In WO 91/00304, only a single mixing zone having a high shearing effect in the viscosity range above 100 Pa.s with strongly shearing kneading elements is regarded as essential. Apart from the fact that polyurethanes are prepared without, or virtually without, oligomeric diols or diamines in this manner, it is true both for this special case and for the polyurethanes of elastomeric character, ie. containing a relatively large amount of oligomeric diols, that the proposed screw geometry and the associated process conditions permit the production only of polyurethane melts having more than 10 g of inhomogeneities per ton.
Maintaining a constant viscosity according to DE-A-20 59 570 requires a reduction in the temperature in upstream zones of the extruder with polyisocyanate conversions of less than or slightly more than 50%.

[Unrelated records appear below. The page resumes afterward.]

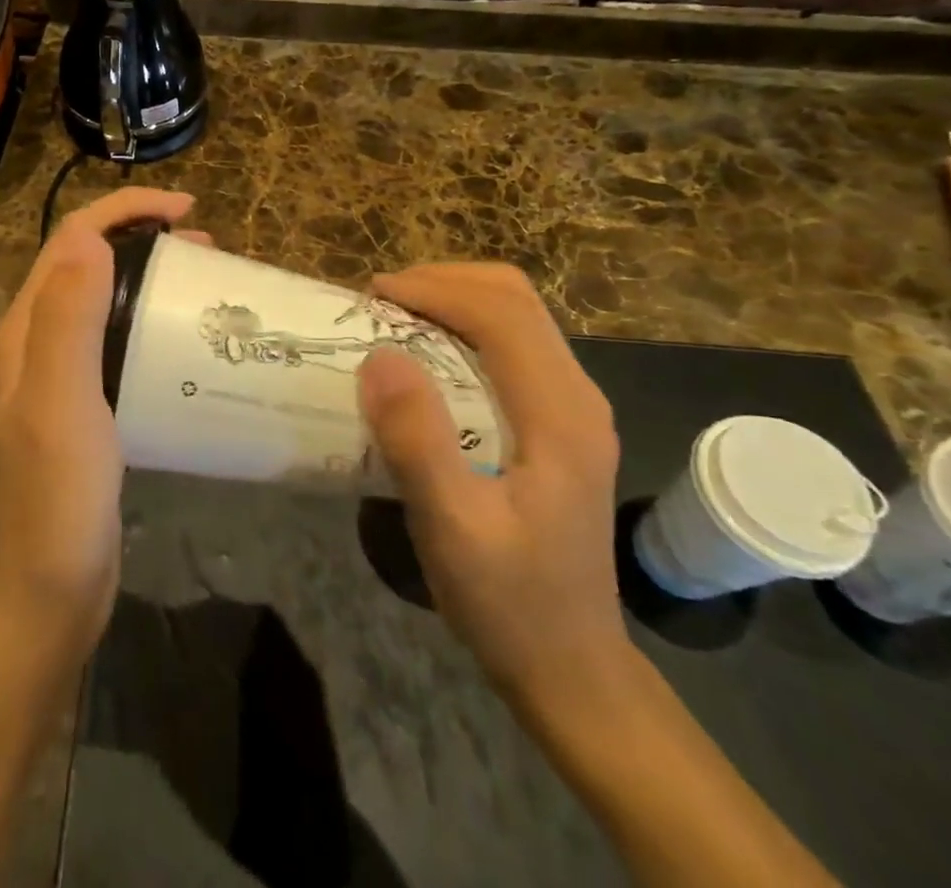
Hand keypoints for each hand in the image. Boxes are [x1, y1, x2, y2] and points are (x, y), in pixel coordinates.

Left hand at [0, 186, 197, 657]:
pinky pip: (119, 342)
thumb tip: (91, 237)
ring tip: (204, 283)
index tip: (187, 212)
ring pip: (106, 299)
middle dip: (143, 237)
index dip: (126, 210)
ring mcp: (62, 375)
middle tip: (206, 249)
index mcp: (27, 328)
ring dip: (151, 276)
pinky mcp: (87, 407)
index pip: (72, 238)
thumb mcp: (62, 403)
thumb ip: (68, 318)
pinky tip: (186, 343)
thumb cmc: (57, 499)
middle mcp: (38, 341)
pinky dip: (152, 321)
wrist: (47, 594)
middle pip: (89, 262)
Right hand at [357, 264, 629, 704]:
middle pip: (516, 299)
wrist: (571, 668)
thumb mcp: (452, 528)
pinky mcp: (558, 422)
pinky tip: (427, 355)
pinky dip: (465, 328)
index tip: (372, 295)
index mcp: (561, 414)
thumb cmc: (509, 602)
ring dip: (454, 300)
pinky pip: (512, 345)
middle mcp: (577, 396)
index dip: (435, 289)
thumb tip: (380, 355)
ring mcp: (573, 408)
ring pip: (517, 316)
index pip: (502, 314)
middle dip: (444, 282)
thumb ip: (418, 440)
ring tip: (396, 318)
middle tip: (380, 301)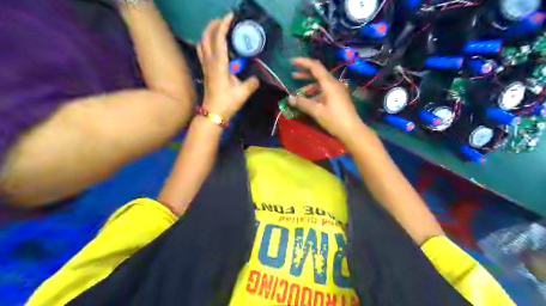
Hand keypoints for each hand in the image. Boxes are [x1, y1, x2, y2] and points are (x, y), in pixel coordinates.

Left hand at [199, 13, 259, 120]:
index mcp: (219, 65)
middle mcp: (210, 62)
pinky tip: (213, 43)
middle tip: (225, 20)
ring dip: (208, 32)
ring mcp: (206, 66)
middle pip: (207, 36)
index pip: (219, 39)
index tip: (231, 16)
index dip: (224, 25)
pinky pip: (202, 51)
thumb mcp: (243, 93)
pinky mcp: (205, 71)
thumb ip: (251, 83)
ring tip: (218, 28)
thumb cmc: (227, 103)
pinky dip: (206, 42)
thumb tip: (256, 78)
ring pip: (202, 43)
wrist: (212, 114)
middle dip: (214, 25)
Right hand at [289, 56, 366, 141]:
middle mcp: (333, 84)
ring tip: (298, 93)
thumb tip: (289, 98)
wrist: (352, 130)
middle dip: (304, 74)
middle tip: (292, 75)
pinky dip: (314, 94)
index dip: (302, 62)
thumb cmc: (334, 119)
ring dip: (308, 86)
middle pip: (317, 73)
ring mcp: (337, 91)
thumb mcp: (317, 111)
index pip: (314, 66)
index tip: (291, 62)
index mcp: (329, 83)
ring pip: (320, 84)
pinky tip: (308, 101)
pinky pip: (324, 91)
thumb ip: (302, 103)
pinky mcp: (338, 98)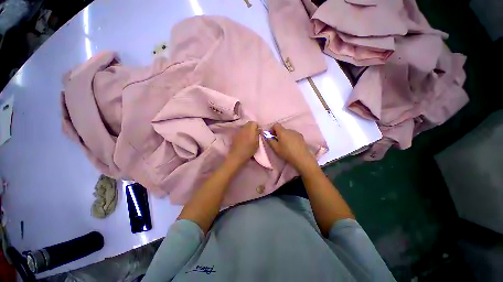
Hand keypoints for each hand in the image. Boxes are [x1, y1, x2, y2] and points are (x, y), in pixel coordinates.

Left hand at [227, 121, 259, 166]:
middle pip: (249, 124)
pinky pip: (241, 131)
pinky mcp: (235, 135)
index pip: (254, 123)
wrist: (237, 155)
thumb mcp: (257, 143)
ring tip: (250, 136)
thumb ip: (258, 134)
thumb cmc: (249, 150)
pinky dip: (243, 133)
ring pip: (244, 127)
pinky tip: (244, 139)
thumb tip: (259, 129)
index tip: (259, 131)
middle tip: (255, 133)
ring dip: (248, 130)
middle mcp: (243, 128)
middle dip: (252, 127)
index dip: (257, 126)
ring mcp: (238, 131)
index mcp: (250, 129)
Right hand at [266, 123, 317, 172]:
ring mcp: (296, 132)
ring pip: (287, 132)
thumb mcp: (275, 148)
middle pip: (282, 129)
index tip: (271, 136)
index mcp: (282, 131)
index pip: (275, 125)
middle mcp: (289, 130)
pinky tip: (291, 145)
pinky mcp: (301, 136)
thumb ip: (270, 140)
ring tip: (285, 145)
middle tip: (277, 142)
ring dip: (284, 136)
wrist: (301, 157)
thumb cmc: (286, 152)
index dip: (272, 129)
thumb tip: (266, 135)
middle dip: (278, 134)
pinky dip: (290, 138)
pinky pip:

It is known, for example from the stated publication by KNONER et al., that the rate of formation of hard segments, even from ideally mixed reaction batches, passes through a maximum with increasing temperature in this conversion range, which maximum becomes more and more pronounced with increasing isocyanate content at higher temperatures. According to DE-A-20 59 570, a large proportion of conventional formulations for polyurethanes suffer from the risk that, as the temperature in the upstream zones of the extruder decreases, the rate of separation of hard segments increases in a catastrophic manner and an extremely large amount of inhomogeneities are formed.